* **WORK ITEM**:
Write all entries out exactly, images excluded.
*** Opening RECORDED DATA ***
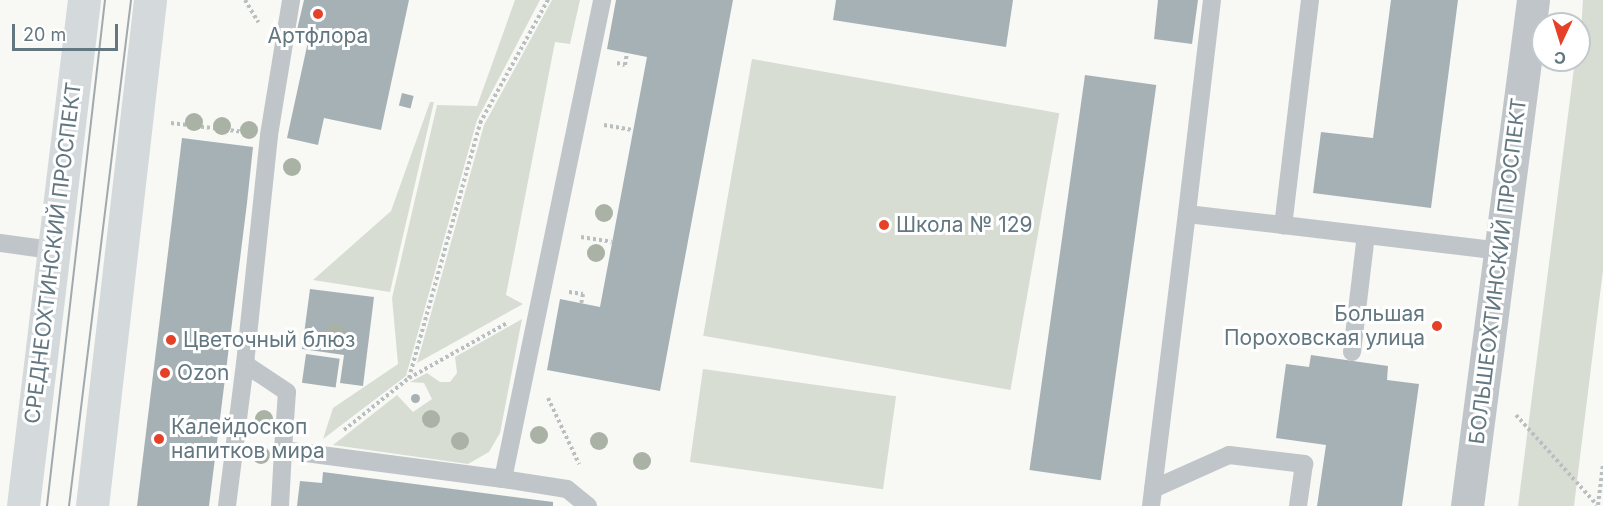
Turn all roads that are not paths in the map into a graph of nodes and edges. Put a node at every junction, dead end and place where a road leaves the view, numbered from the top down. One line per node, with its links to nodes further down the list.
1 (84, 0): 12 (main road, СРЕДНЕОХТИНСКИЙ ПРОСПЕКТ)
2 (150, 0): 20 (main road)
3 (291, 0): 15 (lane)
4 (602, 0): 17 (lane)
5 (1212, 0): 8 (lane)
6 (1310, 0): 9 (lane)
7 (1533, 0): 13 (street, БОЛЬШЕОХТИНСКИЙ ПРОСПЕКТ)
8 (1187, 214): 9 (lane); 18 (lane)
9 (1283, 225): 10 (lane)
10 (1366, 235): 13 (lane); 14 (lane)
11 (0, 243): 12 (lane)
12 (52, 250): 19 (main road, СРЕДНЕОХТИНСКИЙ ПРОСПЕКТ)
13 (1501, 251): 25 (street, БОЛЬШЕОХТИНСКИЙ ПРОСПЕКТ)
14 (1352, 352)
15 (245, 364): 16 (lane); 21 (lane)
16 (284, 450): 17 (lane); 22 (lane)
17 (503, 479): 23 (lane)
18 (1152, 497): 24 (lane)
19 (23, 506)
20 (92, 506)
21 (227, 506)
22 (279, 506)
23 (588, 506)
24 (1298, 506)
25 (1467, 506)

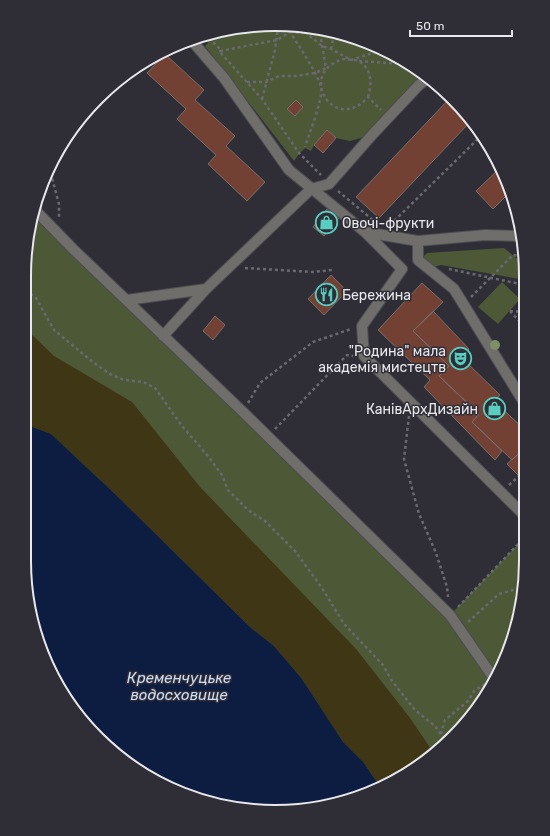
*** Closing RECORDED DATA ***
* **ANSWER TO THE EXERCISE**:
Turn all roads that are not paths in the map into a graph of nodes and edges. Put a node at every junction, dead end and place where a road leaves the view, numbered from the top down. One line per node, with its links to nodes further down the list.
1 (84, 0): 12 (main road, СРЕДНЕОХТИНСКИЙ ПРОСПЕКТ)
2 (150, 0): 20 (main road)
3 (291, 0): 15 (lane)
4 (602, 0): 17 (lane)
5 (1212, 0): 8 (lane)
6 (1310, 0): 9 (lane)
7 (1533, 0): 13 (street, БОЛЬШЕОХТИНСКИЙ ПРОСПЕКТ)
8 (1187, 214): 9 (lane); 18 (lane)
9 (1283, 225): 10 (lane)
10 (1366, 235): 13 (lane); 14 (lane)
11 (0, 243): 12 (lane)
12 (52, 250): 19 (main road, СРЕДНЕОХТИНСКИЙ ПРОСПЕКТ)
13 (1501, 251): 25 (street, БОЛЬШЕОХТИНСКИЙ ПРОСПЕКТ)
14 (1352, 352)
15 (245, 364): 16 (lane); 21 (lane)
16 (284, 450): 17 (lane); 22 (lane)
17 (503, 479): 23 (lane)
18 (1152, 497): 24 (lane)
19 (23, 506)
20 (92, 506)
21 (227, 506)
22 (279, 506)
23 (588, 506)
24 (1298, 506)
25 (1467, 506)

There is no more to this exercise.